Copy every line of the records that includes the word "roads".

• _Given information_
----------------
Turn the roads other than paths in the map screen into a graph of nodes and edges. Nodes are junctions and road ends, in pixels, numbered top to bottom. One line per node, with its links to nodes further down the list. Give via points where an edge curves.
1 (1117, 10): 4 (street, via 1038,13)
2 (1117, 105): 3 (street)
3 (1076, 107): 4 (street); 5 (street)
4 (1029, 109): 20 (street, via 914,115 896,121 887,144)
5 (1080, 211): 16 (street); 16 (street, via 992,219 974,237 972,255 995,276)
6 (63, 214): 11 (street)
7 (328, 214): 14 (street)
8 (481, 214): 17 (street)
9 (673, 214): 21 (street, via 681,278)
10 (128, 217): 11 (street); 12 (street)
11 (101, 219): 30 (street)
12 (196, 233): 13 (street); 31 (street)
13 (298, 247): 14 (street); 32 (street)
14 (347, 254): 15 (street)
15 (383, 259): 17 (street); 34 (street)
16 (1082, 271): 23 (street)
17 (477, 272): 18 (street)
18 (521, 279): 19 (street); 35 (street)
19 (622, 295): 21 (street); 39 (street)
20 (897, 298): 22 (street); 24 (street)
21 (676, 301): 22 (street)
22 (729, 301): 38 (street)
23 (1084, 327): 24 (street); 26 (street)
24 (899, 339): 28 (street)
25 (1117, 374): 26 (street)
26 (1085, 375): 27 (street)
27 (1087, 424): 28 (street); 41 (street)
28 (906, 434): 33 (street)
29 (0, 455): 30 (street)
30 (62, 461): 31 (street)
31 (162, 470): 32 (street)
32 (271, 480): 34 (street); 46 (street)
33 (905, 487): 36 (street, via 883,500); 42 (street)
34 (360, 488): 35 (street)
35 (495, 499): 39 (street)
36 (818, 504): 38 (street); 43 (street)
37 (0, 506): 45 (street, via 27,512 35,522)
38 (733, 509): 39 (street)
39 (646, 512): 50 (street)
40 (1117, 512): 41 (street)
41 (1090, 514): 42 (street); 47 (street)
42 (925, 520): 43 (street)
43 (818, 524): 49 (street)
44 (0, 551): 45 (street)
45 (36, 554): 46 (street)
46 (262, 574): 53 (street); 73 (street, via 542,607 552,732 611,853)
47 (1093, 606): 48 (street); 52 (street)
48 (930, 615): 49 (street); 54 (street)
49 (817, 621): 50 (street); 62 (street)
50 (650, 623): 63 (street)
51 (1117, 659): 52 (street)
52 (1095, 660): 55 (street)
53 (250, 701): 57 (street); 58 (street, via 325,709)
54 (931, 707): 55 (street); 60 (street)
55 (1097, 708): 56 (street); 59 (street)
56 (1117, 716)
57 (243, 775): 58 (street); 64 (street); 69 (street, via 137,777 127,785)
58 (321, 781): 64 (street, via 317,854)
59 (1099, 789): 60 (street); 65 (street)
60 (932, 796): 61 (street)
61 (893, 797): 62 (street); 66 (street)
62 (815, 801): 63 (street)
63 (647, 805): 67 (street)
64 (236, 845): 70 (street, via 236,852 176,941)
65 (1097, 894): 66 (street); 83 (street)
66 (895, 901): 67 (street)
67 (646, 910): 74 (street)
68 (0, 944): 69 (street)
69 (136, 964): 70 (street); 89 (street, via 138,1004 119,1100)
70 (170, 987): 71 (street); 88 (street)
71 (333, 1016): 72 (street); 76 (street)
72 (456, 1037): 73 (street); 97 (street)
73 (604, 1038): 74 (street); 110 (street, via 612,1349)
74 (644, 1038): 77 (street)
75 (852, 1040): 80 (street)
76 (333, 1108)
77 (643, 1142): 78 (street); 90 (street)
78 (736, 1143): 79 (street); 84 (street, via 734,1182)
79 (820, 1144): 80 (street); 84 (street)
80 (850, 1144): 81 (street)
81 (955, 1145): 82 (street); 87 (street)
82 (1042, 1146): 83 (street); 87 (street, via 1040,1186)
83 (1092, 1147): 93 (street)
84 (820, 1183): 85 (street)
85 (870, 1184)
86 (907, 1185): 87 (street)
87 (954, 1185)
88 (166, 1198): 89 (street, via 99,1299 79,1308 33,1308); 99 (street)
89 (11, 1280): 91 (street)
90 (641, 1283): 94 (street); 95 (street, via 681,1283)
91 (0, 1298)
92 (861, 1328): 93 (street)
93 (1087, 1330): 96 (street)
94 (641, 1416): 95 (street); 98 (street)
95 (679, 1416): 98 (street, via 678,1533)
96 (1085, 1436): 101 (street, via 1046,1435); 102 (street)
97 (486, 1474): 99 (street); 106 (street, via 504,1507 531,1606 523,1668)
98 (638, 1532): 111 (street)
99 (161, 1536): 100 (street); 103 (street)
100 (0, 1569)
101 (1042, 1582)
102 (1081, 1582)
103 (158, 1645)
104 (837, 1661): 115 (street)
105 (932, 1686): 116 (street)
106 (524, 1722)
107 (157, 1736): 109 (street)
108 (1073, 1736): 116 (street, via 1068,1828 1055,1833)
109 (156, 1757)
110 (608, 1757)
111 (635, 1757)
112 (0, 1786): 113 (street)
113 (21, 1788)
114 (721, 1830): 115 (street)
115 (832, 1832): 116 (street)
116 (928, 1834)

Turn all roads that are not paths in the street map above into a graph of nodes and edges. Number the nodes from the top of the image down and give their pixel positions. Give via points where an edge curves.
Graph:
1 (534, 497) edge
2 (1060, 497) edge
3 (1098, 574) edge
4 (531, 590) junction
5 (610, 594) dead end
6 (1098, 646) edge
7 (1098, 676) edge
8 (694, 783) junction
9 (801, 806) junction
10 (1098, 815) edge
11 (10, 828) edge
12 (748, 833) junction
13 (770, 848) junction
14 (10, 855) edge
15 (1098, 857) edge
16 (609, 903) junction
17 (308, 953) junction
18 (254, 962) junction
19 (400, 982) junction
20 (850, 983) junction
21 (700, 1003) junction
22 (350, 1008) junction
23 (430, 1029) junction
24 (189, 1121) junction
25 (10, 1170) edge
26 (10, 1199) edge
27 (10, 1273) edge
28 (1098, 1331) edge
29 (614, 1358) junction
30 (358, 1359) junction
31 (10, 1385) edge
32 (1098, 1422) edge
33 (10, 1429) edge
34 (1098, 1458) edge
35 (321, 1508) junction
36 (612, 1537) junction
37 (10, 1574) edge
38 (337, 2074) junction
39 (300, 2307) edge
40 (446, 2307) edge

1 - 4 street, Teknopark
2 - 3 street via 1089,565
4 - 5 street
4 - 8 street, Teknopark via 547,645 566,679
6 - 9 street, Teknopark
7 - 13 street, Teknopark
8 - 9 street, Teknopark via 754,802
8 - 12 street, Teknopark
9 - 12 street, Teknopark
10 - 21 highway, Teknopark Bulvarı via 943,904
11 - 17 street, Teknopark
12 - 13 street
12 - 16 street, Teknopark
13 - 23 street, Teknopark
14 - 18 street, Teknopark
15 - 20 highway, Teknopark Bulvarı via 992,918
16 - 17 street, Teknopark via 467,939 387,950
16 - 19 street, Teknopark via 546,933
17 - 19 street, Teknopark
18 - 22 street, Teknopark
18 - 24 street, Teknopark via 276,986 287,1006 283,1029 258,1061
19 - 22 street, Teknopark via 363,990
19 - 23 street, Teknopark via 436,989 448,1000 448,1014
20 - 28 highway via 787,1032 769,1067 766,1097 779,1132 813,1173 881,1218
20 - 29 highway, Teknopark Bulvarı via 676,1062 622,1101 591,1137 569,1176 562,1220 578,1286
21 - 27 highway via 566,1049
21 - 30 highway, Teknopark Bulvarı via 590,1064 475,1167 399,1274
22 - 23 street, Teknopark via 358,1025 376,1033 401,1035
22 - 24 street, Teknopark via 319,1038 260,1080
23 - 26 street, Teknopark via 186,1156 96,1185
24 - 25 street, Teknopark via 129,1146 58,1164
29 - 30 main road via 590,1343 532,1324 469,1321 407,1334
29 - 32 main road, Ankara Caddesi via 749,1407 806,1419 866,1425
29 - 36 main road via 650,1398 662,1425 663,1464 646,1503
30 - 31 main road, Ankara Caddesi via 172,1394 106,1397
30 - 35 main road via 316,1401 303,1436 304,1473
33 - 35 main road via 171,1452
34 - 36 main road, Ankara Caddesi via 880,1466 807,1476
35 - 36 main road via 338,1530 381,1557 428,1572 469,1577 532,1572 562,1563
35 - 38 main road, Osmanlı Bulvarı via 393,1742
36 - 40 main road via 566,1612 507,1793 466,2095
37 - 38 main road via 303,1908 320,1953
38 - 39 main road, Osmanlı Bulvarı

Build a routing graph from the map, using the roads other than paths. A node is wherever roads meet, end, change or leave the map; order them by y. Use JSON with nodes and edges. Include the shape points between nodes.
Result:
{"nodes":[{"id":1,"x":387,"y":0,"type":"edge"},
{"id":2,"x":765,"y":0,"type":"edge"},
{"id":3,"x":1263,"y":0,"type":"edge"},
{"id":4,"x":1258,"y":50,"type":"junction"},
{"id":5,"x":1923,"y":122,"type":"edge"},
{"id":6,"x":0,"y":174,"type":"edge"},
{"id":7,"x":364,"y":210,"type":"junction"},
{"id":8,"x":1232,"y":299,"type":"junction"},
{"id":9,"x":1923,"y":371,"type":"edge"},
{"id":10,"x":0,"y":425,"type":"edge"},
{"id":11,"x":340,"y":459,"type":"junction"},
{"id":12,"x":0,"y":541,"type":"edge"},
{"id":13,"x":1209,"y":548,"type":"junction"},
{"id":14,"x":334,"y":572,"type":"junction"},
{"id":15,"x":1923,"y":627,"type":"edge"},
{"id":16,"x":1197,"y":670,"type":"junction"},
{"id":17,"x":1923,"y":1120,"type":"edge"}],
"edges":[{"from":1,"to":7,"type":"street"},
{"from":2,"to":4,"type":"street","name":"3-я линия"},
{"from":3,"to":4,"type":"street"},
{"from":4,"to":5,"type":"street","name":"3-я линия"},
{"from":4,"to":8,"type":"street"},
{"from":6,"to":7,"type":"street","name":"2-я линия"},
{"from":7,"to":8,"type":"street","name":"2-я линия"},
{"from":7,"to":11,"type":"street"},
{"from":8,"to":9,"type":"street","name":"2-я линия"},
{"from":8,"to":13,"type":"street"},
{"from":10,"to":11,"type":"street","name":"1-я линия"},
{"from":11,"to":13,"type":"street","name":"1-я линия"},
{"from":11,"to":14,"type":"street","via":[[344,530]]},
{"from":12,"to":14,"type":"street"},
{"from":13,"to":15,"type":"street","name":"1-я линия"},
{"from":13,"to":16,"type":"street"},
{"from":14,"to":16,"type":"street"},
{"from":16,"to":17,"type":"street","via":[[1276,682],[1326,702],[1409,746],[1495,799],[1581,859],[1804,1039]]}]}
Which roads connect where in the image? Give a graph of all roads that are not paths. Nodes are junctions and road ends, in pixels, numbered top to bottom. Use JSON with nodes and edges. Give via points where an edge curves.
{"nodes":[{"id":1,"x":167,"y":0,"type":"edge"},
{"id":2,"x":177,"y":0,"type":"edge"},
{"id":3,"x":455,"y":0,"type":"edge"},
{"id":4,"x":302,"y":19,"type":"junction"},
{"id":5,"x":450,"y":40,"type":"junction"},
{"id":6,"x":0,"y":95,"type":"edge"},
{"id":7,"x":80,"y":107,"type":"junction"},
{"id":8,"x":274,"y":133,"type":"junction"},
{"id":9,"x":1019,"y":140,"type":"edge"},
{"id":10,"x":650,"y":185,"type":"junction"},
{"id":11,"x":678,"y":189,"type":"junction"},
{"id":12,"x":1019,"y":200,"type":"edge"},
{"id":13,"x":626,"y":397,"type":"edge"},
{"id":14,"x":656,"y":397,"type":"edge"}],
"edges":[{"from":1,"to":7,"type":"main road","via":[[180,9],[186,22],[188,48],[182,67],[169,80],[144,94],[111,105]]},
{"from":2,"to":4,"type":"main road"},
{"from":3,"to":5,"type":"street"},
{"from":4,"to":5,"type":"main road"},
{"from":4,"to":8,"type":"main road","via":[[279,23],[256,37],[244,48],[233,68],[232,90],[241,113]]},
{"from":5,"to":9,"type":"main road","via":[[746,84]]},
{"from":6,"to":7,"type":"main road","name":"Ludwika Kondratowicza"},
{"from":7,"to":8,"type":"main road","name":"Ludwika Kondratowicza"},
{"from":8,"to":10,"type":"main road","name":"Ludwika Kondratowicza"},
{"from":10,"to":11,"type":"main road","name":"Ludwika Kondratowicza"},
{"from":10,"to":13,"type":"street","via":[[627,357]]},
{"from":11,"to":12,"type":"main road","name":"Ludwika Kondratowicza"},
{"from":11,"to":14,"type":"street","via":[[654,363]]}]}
----------------
• _Answer box_
Turn the roads other than paths in the map screen into a graph of nodes and edges. Nodes are junctions and road ends, in pixels, numbered top to bottom. One line per node, with its links to nodes further down the list. Give via points where an edge curves.
Turn all roads that are not paths in the street map above into a graph of nodes and edges. Number the nodes from the top of the image down and give their pixel positions. Give via points where an edge curves.
Build a routing graph from the map, using the roads other than paths. A node is wherever roads meet, end, change or leave the map; order them by y. Use JSON with nodes and edges. Include the shape points between nodes.
Which roads connect where in the image? Give a graph of all roads that are not paths. Nodes are junctions and road ends, in pixels, numbered top to bottom. Use JSON with nodes and edges. Give via points where an edge curves.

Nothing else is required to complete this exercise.